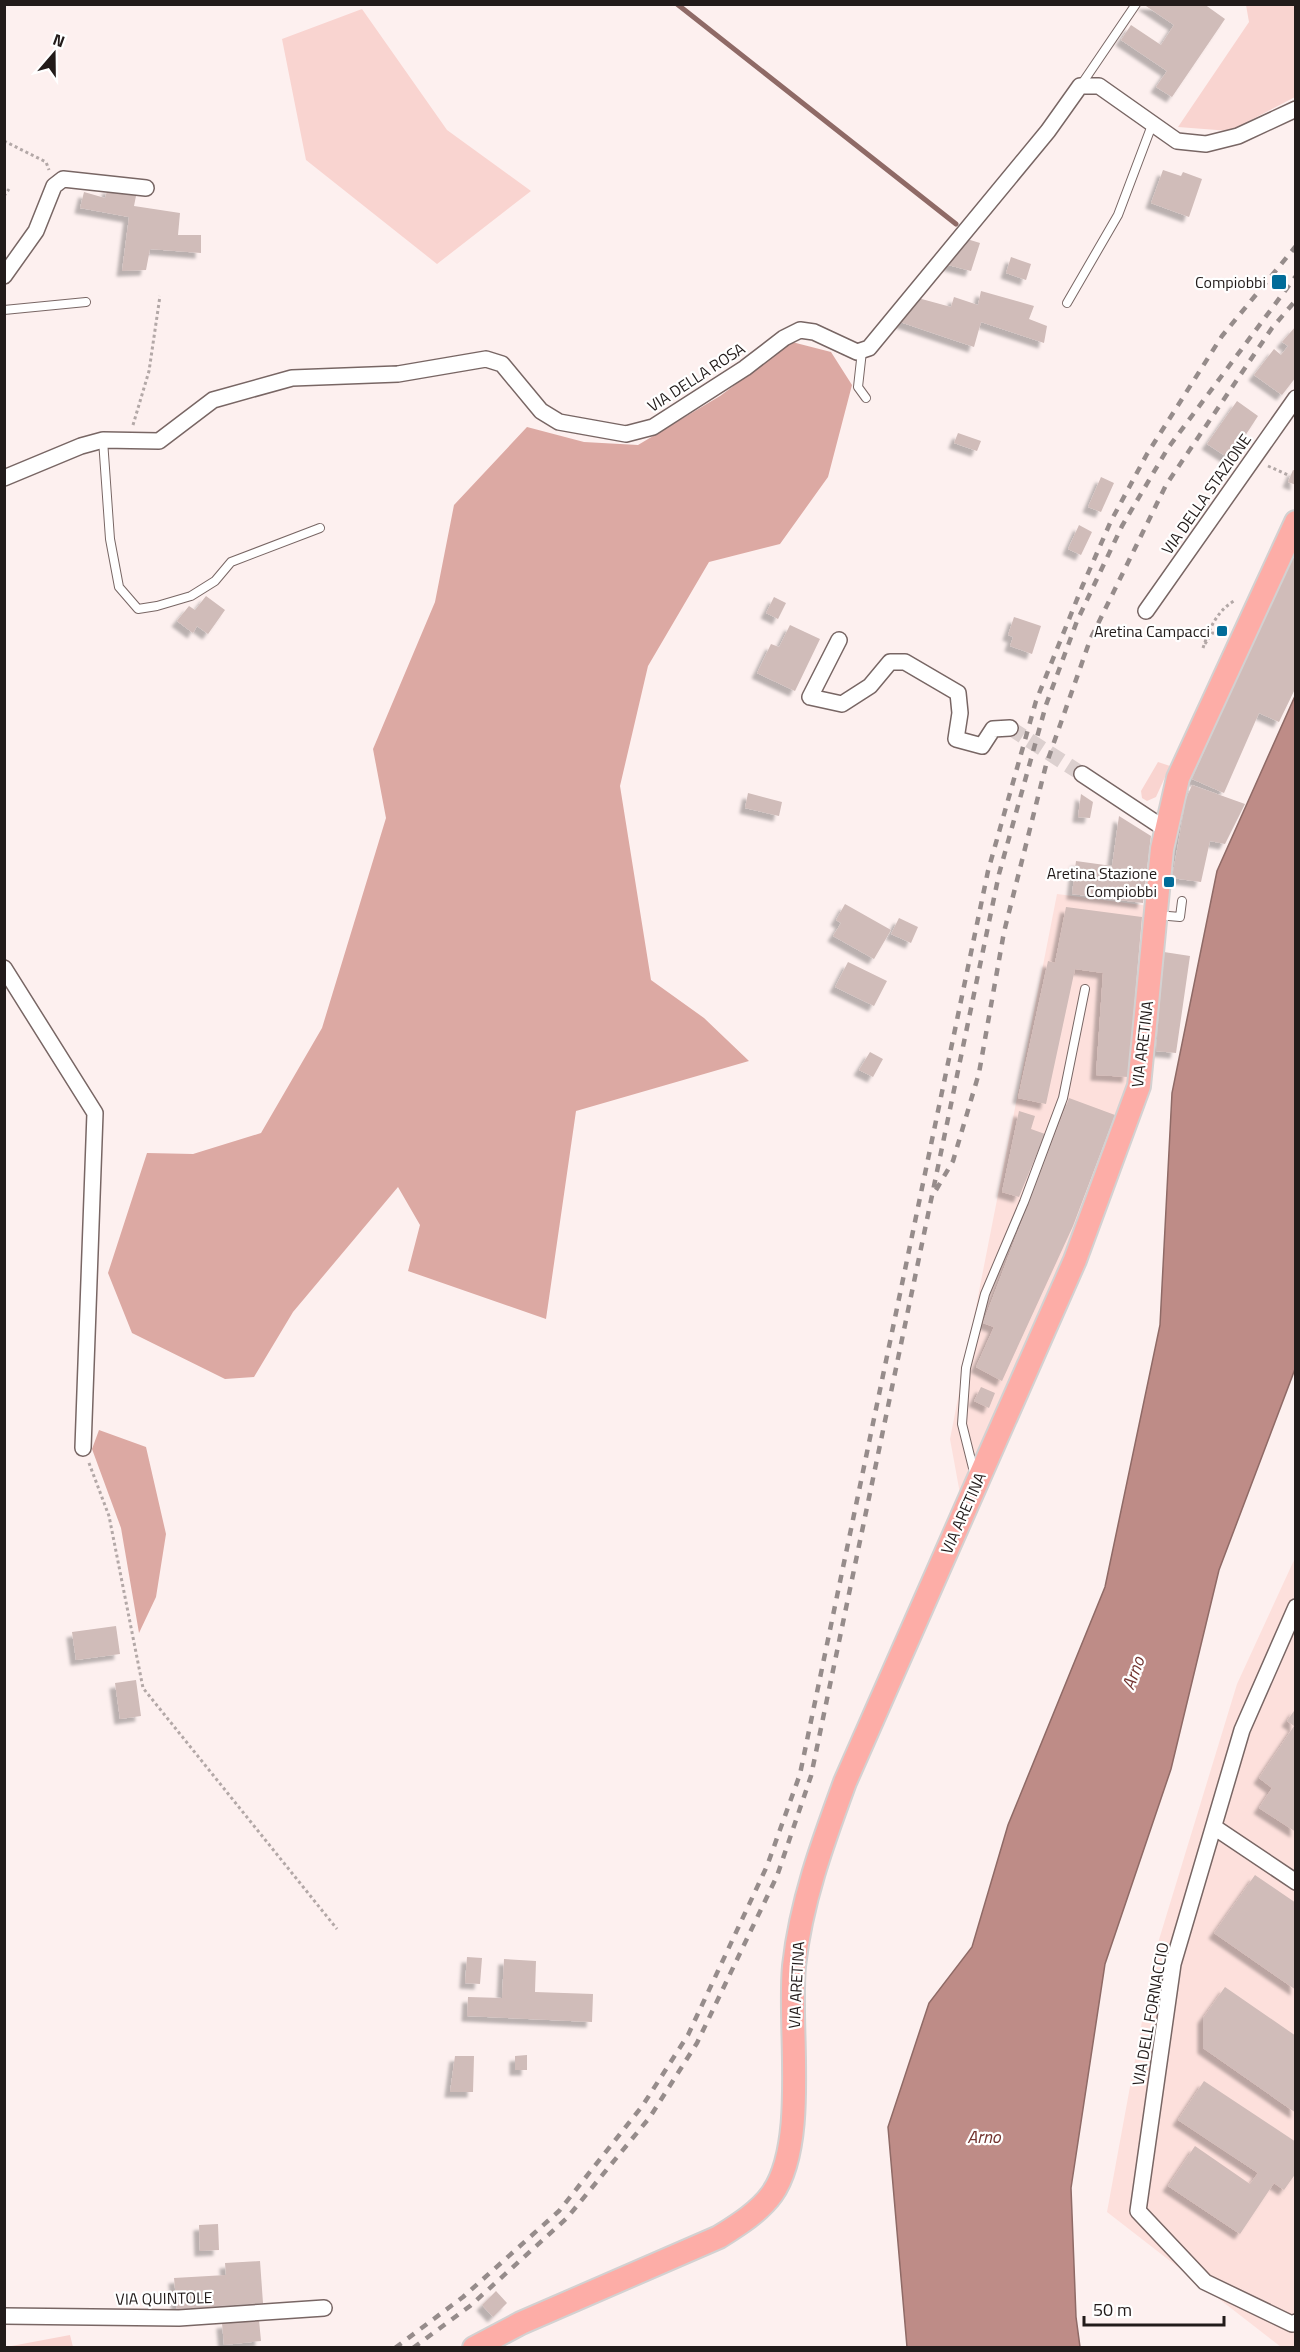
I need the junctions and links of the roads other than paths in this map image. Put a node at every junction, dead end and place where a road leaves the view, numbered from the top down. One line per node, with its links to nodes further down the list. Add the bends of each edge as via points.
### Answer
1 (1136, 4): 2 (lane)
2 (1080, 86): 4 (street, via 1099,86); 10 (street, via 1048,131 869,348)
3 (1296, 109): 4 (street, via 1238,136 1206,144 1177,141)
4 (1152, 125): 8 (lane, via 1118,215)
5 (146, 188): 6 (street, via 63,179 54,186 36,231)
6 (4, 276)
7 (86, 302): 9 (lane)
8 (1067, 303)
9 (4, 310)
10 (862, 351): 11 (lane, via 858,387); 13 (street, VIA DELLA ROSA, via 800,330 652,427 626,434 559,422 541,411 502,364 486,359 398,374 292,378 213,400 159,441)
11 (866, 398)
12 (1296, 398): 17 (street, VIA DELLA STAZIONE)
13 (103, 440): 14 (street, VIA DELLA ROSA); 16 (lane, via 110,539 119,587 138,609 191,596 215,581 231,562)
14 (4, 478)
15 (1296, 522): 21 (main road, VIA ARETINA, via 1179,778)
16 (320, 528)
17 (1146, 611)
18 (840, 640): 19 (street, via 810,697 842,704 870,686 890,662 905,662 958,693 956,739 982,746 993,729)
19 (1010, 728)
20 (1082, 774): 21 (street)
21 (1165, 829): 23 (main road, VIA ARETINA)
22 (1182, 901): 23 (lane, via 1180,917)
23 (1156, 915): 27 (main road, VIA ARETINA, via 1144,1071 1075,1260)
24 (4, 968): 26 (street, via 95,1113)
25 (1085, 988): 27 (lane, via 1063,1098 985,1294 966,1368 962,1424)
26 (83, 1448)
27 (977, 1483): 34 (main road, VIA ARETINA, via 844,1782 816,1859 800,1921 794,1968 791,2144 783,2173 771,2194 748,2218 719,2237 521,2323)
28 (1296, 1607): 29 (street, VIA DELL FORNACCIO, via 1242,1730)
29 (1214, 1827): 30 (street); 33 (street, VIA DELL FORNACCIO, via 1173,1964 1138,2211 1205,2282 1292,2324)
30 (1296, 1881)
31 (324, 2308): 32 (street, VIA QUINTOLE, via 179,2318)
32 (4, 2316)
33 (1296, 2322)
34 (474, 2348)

........

§ **Work required**: Set the whole listing down again unchanged, apart from the pictures, which are omitted.

§ **Answer below**:
I need the junctions and links of the roads other than paths in this map image. Put a node at every junction, dead end and place where a road leaves the view, numbered from the top down. One line per node, with its links to nodes further down the list. Add the bends of each edge as via points.
### Answer
1 (1136, 4): 2 (lane)
2 (1080, 86): 4 (street, via 1099,86); 10 (street, via 1048,131 869,348)
3 (1296, 109): 4 (street, via 1238,136 1206,144 1177,141)
4 (1152, 125): 8 (lane, via 1118,215)
5 (146, 188): 6 (street, via 63,179 54,186 36,231)
6 (4, 276)
7 (86, 302): 9 (lane)
8 (1067, 303)
9 (4, 310)
10 (862, 351): 11 (lane, via 858,387); 13 (street, VIA DELLA ROSA, via 800,330 652,427 626,434 559,422 541,411 502,364 486,359 398,374 292,378 213,400 159,441)
11 (866, 398)
12 (1296, 398): 17 (street, VIA DELLA STAZIONE)
13 (103, 440): 14 (street, VIA DELLA ROSA); 16 (lane, via 110,539 119,587 138,609 191,596 215,581 231,562)
14 (4, 478)
15 (1296, 522): 21 (main road, VIA ARETINA, via 1179,778)
16 (320, 528)
17 (1146, 611)
18 (840, 640): 19 (street, via 810,697 842,704 870,686 890,662 905,662 958,693 956,739 982,746 993,729)
19 (1010, 728)
20 (1082, 774): 21 (street)
21 (1165, 829): 23 (main road, VIA ARETINA)
22 (1182, 901): 23 (lane, via 1180,917)
23 (1156, 915): 27 (main road, VIA ARETINA, via 1144,1071 1075,1260)
24 (4, 968): 26 (street, via 95,1113)
25 (1085, 988): 27 (lane, via 1063,1098 985,1294 966,1368 962,1424)
26 (83, 1448)
27 (977, 1483): 34 (main road, VIA ARETINA, via 844,1782 816,1859 800,1921 794,1968 791,2144 783,2173 771,2194 748,2218 719,2237 521,2323)
28 (1296, 1607): 29 (street, VIA DELL FORNACCIO, via 1242,1730)
29 (1214, 1827): 30 (street); 33 (street, VIA DELL FORNACCIO, via 1173,1964 1138,2211 1205,2282 1292,2324)
30 (1296, 1881)
31 (324, 2308): 32 (street, VIA QUINTOLE, via 179,2318)
32 (4, 2316)
33 (1296, 2322)
34 (474, 2348)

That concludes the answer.